■ **PROMPT**: Every record must be copied exactly.

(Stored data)
= Beginning of Section =

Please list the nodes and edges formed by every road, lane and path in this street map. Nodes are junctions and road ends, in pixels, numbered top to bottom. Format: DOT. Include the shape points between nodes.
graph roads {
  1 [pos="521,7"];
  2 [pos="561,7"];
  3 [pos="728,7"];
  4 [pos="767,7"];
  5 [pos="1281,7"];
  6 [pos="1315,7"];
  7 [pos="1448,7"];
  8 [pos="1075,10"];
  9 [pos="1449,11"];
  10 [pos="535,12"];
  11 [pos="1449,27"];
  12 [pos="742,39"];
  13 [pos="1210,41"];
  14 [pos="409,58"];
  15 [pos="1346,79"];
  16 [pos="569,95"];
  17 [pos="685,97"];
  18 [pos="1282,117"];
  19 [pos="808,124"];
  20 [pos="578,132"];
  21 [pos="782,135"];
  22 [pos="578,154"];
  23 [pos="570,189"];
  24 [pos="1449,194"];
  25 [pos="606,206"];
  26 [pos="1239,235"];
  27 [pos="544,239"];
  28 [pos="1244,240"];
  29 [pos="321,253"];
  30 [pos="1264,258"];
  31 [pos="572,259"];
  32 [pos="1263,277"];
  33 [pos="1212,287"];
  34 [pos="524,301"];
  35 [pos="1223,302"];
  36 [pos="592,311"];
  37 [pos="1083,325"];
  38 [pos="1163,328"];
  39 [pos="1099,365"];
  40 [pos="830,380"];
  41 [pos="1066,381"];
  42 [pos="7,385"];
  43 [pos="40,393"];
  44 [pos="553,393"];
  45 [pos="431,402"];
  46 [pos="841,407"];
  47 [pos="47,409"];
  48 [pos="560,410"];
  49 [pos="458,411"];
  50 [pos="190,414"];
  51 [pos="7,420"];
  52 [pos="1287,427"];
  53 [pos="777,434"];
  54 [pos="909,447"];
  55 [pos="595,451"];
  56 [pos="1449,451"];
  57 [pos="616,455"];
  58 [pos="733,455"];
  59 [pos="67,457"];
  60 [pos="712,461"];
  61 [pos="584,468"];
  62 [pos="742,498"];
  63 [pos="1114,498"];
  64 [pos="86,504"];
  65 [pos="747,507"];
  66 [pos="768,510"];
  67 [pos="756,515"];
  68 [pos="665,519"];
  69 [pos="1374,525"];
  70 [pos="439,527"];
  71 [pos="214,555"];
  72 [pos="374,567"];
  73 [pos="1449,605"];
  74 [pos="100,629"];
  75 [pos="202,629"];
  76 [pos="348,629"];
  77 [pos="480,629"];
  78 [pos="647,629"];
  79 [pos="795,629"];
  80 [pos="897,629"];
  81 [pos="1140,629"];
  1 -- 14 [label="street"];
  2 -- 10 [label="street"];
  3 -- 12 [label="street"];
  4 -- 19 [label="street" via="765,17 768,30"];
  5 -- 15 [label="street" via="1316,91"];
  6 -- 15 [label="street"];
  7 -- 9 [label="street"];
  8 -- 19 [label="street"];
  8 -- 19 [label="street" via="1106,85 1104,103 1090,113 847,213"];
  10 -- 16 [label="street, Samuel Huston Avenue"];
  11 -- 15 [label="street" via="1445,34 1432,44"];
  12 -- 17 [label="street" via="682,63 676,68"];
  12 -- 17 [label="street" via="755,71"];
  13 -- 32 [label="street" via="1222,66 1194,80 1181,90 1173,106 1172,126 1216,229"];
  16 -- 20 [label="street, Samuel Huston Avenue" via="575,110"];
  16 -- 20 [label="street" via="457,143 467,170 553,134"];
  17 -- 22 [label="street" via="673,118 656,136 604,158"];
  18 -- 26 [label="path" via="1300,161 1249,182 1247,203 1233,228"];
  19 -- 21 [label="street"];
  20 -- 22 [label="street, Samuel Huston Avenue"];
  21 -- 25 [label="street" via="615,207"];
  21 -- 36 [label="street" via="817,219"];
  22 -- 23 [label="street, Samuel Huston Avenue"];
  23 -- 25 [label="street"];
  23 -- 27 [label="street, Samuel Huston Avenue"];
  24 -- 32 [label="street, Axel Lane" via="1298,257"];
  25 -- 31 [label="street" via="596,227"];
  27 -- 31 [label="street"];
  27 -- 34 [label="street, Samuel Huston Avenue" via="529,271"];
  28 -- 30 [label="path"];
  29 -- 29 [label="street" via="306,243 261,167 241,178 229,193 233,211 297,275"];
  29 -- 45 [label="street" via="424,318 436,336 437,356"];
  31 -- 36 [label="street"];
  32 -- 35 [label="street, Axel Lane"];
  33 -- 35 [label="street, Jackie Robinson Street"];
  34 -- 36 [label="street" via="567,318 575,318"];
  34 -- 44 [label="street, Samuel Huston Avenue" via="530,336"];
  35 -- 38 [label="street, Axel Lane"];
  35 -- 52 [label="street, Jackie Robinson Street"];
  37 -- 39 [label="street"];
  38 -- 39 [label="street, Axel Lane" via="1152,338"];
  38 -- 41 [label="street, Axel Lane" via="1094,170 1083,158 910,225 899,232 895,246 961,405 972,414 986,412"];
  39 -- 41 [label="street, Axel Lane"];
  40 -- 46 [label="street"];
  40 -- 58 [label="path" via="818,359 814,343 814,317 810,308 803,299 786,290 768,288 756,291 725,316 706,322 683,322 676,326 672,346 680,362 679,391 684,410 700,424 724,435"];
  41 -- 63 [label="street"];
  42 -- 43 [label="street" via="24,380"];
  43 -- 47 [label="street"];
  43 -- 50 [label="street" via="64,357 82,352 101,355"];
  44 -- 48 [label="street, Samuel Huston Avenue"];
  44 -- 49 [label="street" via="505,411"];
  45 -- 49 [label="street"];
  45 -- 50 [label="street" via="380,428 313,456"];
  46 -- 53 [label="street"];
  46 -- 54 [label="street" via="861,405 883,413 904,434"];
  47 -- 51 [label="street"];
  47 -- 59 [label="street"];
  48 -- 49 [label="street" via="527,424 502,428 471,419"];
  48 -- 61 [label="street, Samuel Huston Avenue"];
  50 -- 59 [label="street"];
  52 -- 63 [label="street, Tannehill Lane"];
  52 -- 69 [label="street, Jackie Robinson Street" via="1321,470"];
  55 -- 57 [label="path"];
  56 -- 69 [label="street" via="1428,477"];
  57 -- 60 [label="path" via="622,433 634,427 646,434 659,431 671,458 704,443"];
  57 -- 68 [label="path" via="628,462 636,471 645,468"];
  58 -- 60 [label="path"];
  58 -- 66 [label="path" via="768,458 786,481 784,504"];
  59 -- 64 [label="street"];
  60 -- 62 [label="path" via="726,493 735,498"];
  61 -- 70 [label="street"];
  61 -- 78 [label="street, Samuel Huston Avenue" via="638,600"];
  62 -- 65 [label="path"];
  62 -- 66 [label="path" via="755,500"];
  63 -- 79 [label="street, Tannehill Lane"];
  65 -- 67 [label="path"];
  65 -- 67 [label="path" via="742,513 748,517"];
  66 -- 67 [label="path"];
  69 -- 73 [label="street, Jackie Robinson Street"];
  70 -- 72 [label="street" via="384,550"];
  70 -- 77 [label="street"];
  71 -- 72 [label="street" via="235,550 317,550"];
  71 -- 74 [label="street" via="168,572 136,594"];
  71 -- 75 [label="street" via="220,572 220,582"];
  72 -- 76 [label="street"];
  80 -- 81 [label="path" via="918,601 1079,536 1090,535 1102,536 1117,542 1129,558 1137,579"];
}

= End of Section =

■ **RESULT OF THE TASK**:
Please list the nodes and edges formed by every road, lane and path in this street map. Nodes are junctions and road ends, in pixels, numbered top to bottom. Format: DOT. Include the shape points between nodes.
graph roads {
  1 [pos="521,7"];
  2 [pos="561,7"];
  3 [pos="728,7"];
  4 [pos="767,7"];
  5 [pos="1281,7"];
  6 [pos="1315,7"];
  7 [pos="1448,7"];
  8 [pos="1075,10"];
  9 [pos="1449,11"];
  10 [pos="535,12"];
  11 [pos="1449,27"];
  12 [pos="742,39"];
  13 [pos="1210,41"];
  14 [pos="409,58"];
  15 [pos="1346,79"];
  16 [pos="569,95"];
  17 [pos="685,97"];
  18 [pos="1282,117"];
  19 [pos="808,124"];
  20 [pos="578,132"];
  21 [pos="782,135"];
  22 [pos="578,154"];
  23 [pos="570,189"];
  24 [pos="1449,194"];
  25 [pos="606,206"];
  26 [pos="1239,235"];
  27 [pos="544,239"];
  28 [pos="1244,240"];
  29 [pos="321,253"];
  30 [pos="1264,258"];
  31 [pos="572,259"];
  32 [pos="1263,277"];
  33 [pos="1212,287"];
  34 [pos="524,301"];
  35 [pos="1223,302"];
  36 [pos="592,311"];
  37 [pos="1083,325"];
  38 [pos="1163,328"];
  39 [pos="1099,365"];
  40 [pos="830,380"];
  41 [pos="1066,381"];
  42 [pos="7,385"];
  43 [pos="40,393"];
  44 [pos="553,393"];
  45 [pos="431,402"];
  46 [pos="841,407"];
  47 [pos="47,409"];
  48 [pos="560,410"];
  49 [pos="458,411"];
  50 [pos="190,414"];
  51 [pos="7,420"];
  52 [pos="1287,427"];
  53 [pos="777,434"];
  54 [pos="909,447"];
  55 [pos="595,451"];
  56 [pos="1449,451"];
  57 [pos="616,455"];
  58 [pos="733,455"];
  59 [pos="67,457"];
  60 [pos="712,461"];
  61 [pos="584,468"];
  62 [pos="742,498"];
  63 [pos="1114,498"];
  64 [pos="86,504"];
  65 [pos="747,507"];
  66 [pos="768,510"];
  67 [pos="756,515"];
  68 [pos="665,519"];
  69 [pos="1374,525"];
  70 [pos="439,527"];
  71 [pos="214,555"];
  72 [pos="374,567"];
  73 [pos="1449,605"];
  74 [pos="100,629"];
  75 [pos="202,629"];
  76 [pos="348,629"];
  77 [pos="480,629"];
  78 [pos="647,629"];
  79 [pos="795,629"];
  80 [pos="897,629"];
  81 [pos="1140,629"];
  1 -- 14 [label="street"];
  2 -- 10 [label="street"];
  3 -- 12 [label="street"];
  4 -- 19 [label="street" via="765,17 768,30"];
  5 -- 15 [label="street" via="1316,91"];
  6 -- 15 [label="street"];
  7 -- 9 [label="street"];
  8 -- 19 [label="street"];
  8 -- 19 [label="street" via="1106,85 1104,103 1090,113 847,213"];
  10 -- 16 [label="street, Samuel Huston Avenue"];
  11 -- 15 [label="street" via="1445,34 1432,44"];
  12 -- 17 [label="street" via="682,63 676,68"];
  12 -- 17 [label="street" via="755,71"];
  13 -- 32 [label="street" via="1222,66 1194,80 1181,90 1173,106 1172,126 1216,229"];
  16 -- 20 [label="street, Samuel Huston Avenue" via="575,110"];
  16 -- 20 [label="street" via="457,143 467,170 553,134"];
  17 -- 22 [label="street" via="673,118 656,136 604,158"];
  18 -- 26 [label="path" via="1300,161 1249,182 1247,203 1233,228"];
  19 -- 21 [label="street"];
  20 -- 22 [label="street, Samuel Huston Avenue"];
  21 -- 25 [label="street" via="615,207"];
  21 -- 36 [label="street" via="817,219"];
  22 -- 23 [label="street, Samuel Huston Avenue"];
  23 -- 25 [label="street"];
  23 -- 27 [label="street, Samuel Huston Avenue"];
  24 -- 32 [label="street, Axel Lane" via="1298,257"];
  25 -- 31 [label="street" via="596,227"];
  27 -- 31 [label="street"];
  27 -- 34 [label="street, Samuel Huston Avenue" via="529,271"];
  28 -- 30 [label="path"];
  29 -- 29 [label="street" via="306,243 261,167 241,178 229,193 233,211 297,275"];
  29 -- 45 [label="street" via="424,318 436,336 437,356"];
  31 -- 36 [label="street"];
  32 -- 35 [label="street, Axel Lane"];
  33 -- 35 [label="street, Jackie Robinson Street"];
  34 -- 36 [label="street" via="567,318 575,318"];
  34 -- 44 [label="street, Samuel Huston Avenue" via="530,336"];
  35 -- 38 [label="street, Axel Lane"];
  35 -- 52 [label="street, Jackie Robinson Street"];
  37 -- 39 [label="street"];
  38 -- 39 [label="street, Axel Lane" via="1152,338"];
  38 -- 41 [label="street, Axel Lane" via="1094,170 1083,158 910,225 899,232 895,246 961,405 972,414 986,412"];
  39 -- 41 [label="street, Axel Lane"];
  40 -- 46 [label="street"];
  40 -- 58 [label="path" via="818,359 814,343 814,317 810,308 803,299 786,290 768,288 756,291 725,316 706,322 683,322 676,326 672,346 680,362 679,391 684,410 700,424 724,435"];
  41 -- 63 [label="street"];
  42 -- 43 [label="street" via="24,380"];
  43 -- 47 [label="street"];
  43 -- 50 [label="street" via="64,357 82,352 101,355"];
  44 -- 48 [label="street, Samuel Huston Avenue"];
  44 -- 49 [label="street" via="505,411"];
  45 -- 49 [label="street"];
  45 -- 50 [label="street" via="380,428 313,456"];
  46 -- 53 [label="street"];
  46 -- 54 [label="street" via="861,405 883,413 904,434"];
  47 -- 51 [label="street"];
  47 -- 59 [label="street"];
  48 -- 49 [label="street" via="527,424 502,428 471,419"];
  48 -- 61 [label="street, Samuel Huston Avenue"];
  50 -- 59 [label="street"];
  52 -- 63 [label="street, Tannehill Lane"];
  52 -- 69 [label="street, Jackie Robinson Street" via="1321,470"];
  55 -- 57 [label="path"];
  56 -- 69 [label="street" via="1428,477"];
  57 -- 60 [label="path" via="622,433 634,427 646,434 659,431 671,458 704,443"];
  57 -- 68 [label="path" via="628,462 636,471 645,468"];
  58 -- 60 [label="path"];
  58 -- 66 [label="path" via="768,458 786,481 784,504"];
  59 -- 64 [label="street"];
  60 -- 62 [label="path" via="726,493 735,498"];
  61 -- 70 [label="street"];
  61 -- 78 [label="street, Samuel Huston Avenue" via="638,600"];
  62 -- 65 [label="path"];
  62 -- 66 [label="path" via="755,500"];
  63 -- 79 [label="street, Tannehill Lane"];
  65 -- 67 [label="path"];
  65 -- 67 [label="path" via="742,513 748,517"];
  66 -- 67 [label="path"];
  69 -- 73 [label="street, Jackie Robinson Street"];
  70 -- 72 [label="street" via="384,550"];
  70 -- 77 [label="street"];
  71 -- 72 [label="street" via="235,550 317,550"];
  71 -- 74 [label="street" via="168,572 136,594"];
  71 -- 75 [label="street" via="220,572 220,582"];
  72 -- 76 [label="street"];
  80 -- 81 [label="path" via="918,601 1079,536 1090,535 1102,536 1117,542 1129,558 1137,579"];
}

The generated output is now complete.